◆ Work task
For the entries that follow, tally the lines holding the string "highway". Give the total and nothing else.

Dataset entries
==================================================
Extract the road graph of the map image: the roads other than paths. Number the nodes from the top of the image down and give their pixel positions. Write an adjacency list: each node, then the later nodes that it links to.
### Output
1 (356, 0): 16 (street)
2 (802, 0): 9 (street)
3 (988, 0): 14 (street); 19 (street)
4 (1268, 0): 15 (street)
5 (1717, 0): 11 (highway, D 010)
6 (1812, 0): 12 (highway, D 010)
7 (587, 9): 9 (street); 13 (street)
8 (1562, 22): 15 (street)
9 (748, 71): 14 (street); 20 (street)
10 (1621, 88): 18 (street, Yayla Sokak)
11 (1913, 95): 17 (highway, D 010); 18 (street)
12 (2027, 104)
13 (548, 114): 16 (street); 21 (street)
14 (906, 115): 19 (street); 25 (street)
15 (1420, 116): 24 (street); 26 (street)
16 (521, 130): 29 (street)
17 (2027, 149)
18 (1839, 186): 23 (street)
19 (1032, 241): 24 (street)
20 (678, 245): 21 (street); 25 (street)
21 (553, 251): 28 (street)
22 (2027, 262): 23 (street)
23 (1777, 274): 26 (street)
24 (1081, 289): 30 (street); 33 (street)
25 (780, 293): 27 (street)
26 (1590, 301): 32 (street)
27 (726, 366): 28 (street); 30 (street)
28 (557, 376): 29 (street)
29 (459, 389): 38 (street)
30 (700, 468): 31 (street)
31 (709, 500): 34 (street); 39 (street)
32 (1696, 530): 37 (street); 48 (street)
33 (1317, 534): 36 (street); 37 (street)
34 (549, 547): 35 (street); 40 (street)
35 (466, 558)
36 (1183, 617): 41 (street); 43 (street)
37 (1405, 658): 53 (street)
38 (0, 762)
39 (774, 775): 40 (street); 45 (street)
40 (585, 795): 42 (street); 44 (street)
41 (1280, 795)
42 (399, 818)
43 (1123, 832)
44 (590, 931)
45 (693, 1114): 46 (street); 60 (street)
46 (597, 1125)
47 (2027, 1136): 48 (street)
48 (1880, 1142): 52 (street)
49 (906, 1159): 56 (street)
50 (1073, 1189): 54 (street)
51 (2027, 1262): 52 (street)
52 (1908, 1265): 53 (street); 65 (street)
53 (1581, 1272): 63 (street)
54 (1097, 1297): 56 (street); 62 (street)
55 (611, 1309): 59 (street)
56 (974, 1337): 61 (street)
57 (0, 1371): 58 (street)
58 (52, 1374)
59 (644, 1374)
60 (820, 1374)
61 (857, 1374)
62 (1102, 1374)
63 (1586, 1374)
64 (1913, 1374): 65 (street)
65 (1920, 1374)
==================================================
◆ Reply to the exercise
3